-- REQUIRED ACTION --
Set down every record below exactly as it appears, but without the pictures.

-- LISTED RECORDS --
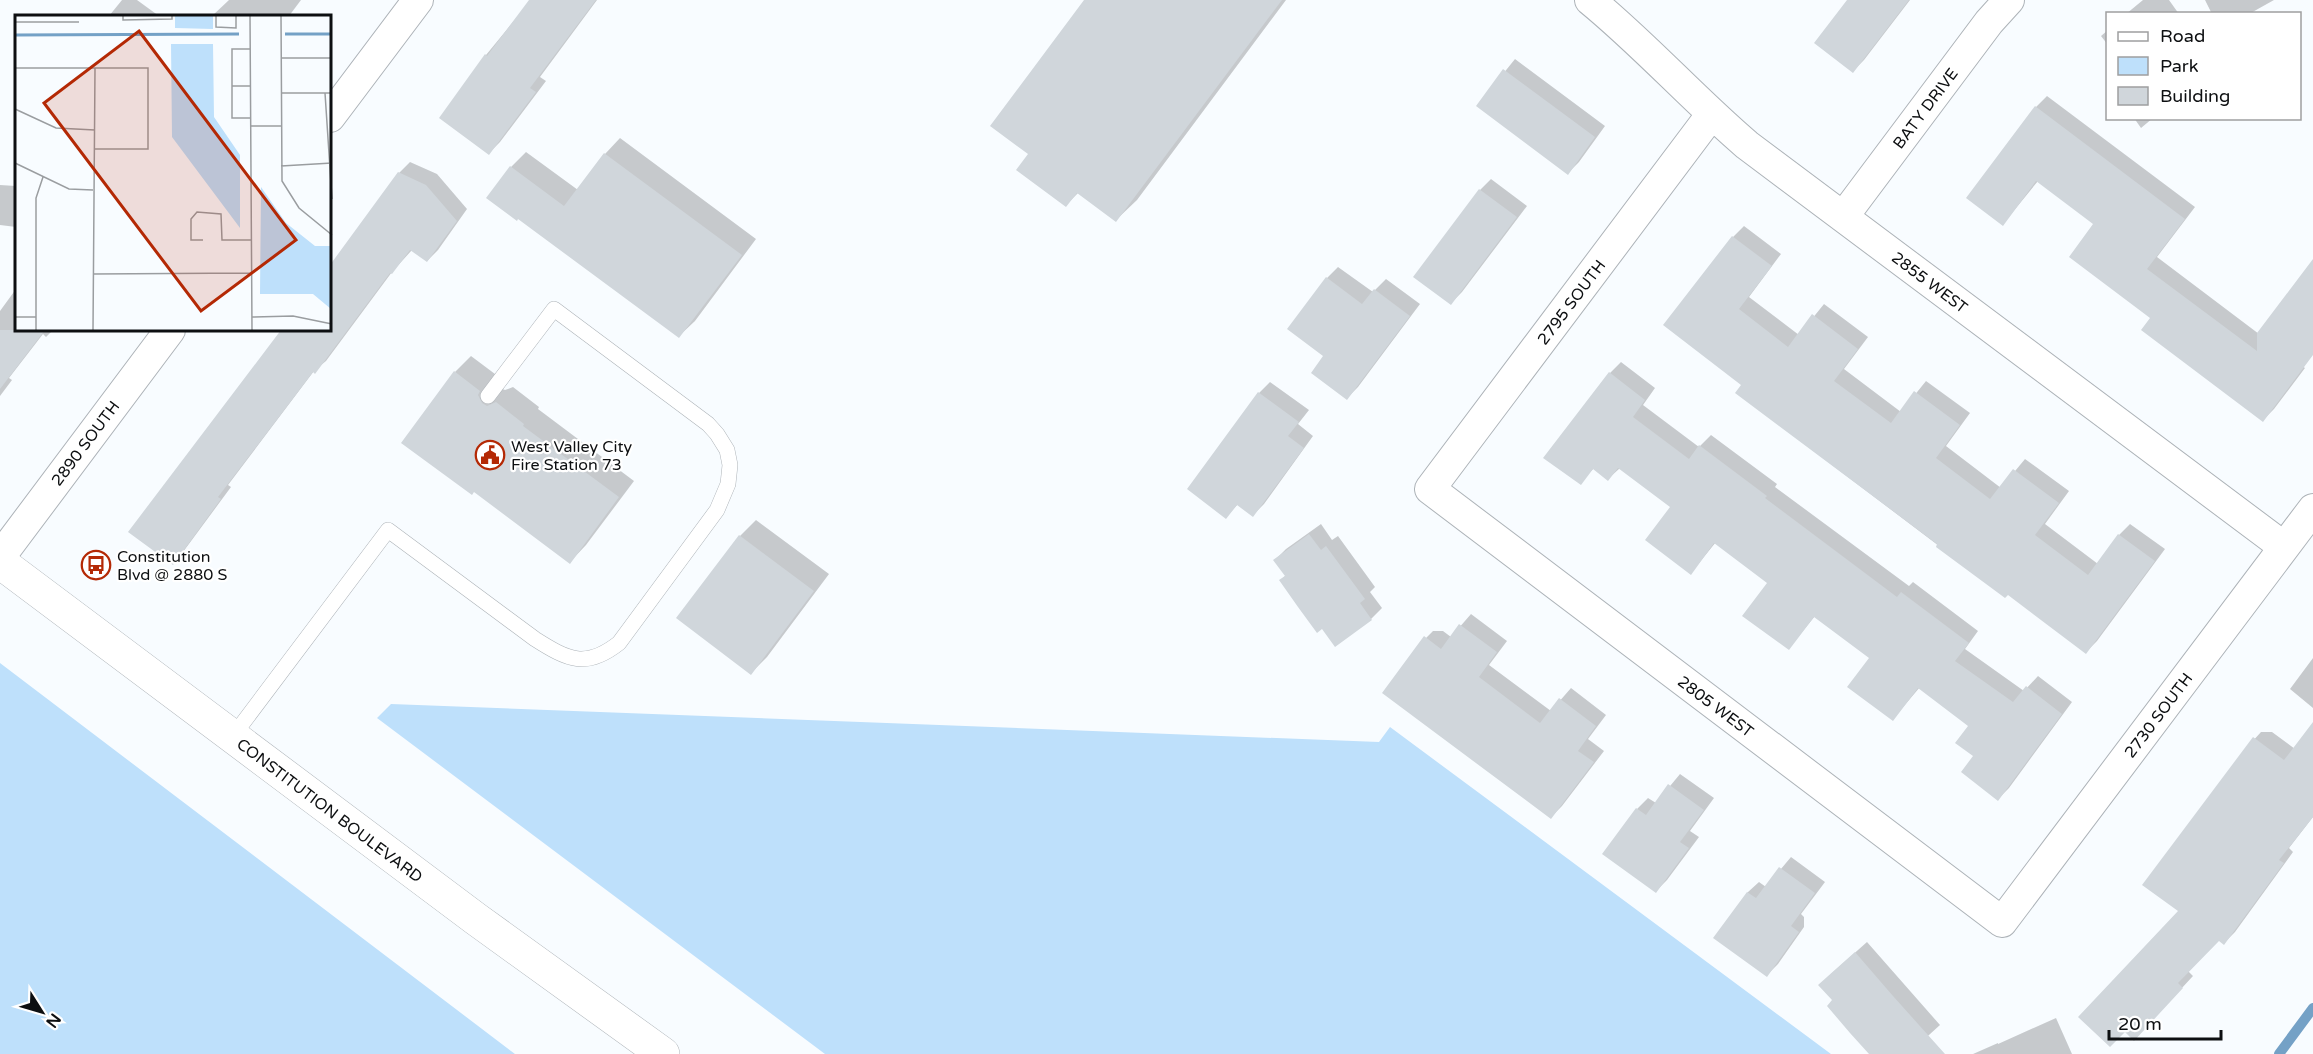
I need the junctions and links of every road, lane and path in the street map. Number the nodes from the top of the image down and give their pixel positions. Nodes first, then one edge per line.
1 (418, 0) edge
2 (1590, 0) edge
3 (2009, 0) edge
4 (332, 114) edge
5 (1711, 115) junction
6 (1843, 217) junction
7 (169, 332) edge
8 (488, 396) dead end
9 (1430, 489) joint
10 (2313, 508) edge
11 (2284, 547) junction
12 (0, 557) edge
13 (0, 562) edge
14 (233, 736) junction
15 (2002, 922) joint
16 (663, 1054) edge

1 - 4 street
2 - 5 street, 2855 WEST
3 - 6 street, BATY DRIVE
5 - 6 street, 2855 WEST
5 - 9 street, 2795 SOUTH
6 - 11 street, 2855 WEST
7 - 12 street, 2890 SOUTH
8 - 14 lane
9 - 15 street, 2805 WEST
10 - 11 street, 2730 SOUTH
11 - 15 street, 2730 SOUTH
13 - 14 street, CONSTITUTION BOULEVARD
14 - 16 street, CONSTITUTION BOULEVARD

-- RESULT OF THE TASK --
I need the junctions and links of every road, lane and path in the street map. Number the nodes from the top of the image down and give their pixel positions. Nodes first, then one edge per line.
1 (418, 0) edge
2 (1590, 0) edge
3 (2009, 0) edge
4 (332, 114) edge
5 (1711, 115) junction
6 (1843, 217) junction
7 (169, 332) edge
8 (488, 396) dead end
9 (1430, 489) joint
10 (2313, 508) edge
11 (2284, 547) junction
12 (0, 557) edge
13 (0, 562) edge
14 (233, 736) junction
15 (2002, 922) joint
16 (663, 1054) edge

1 - 4 street
2 - 5 street, 2855 WEST
3 - 6 street, BATY DRIVE
5 - 6 street, 2855 WEST
5 - 9 street, 2795 SOUTH
6 - 11 street, 2855 WEST
7 - 12 street, 2890 SOUTH
8 - 14 lane
9 - 15 street, 2805 WEST
10 - 11 street, 2730 SOUTH
11 - 15 street, 2730 SOUTH
13 - 14 street, CONSTITUTION BOULEVARD
14 - 16 street, CONSTITUTION BOULEVARD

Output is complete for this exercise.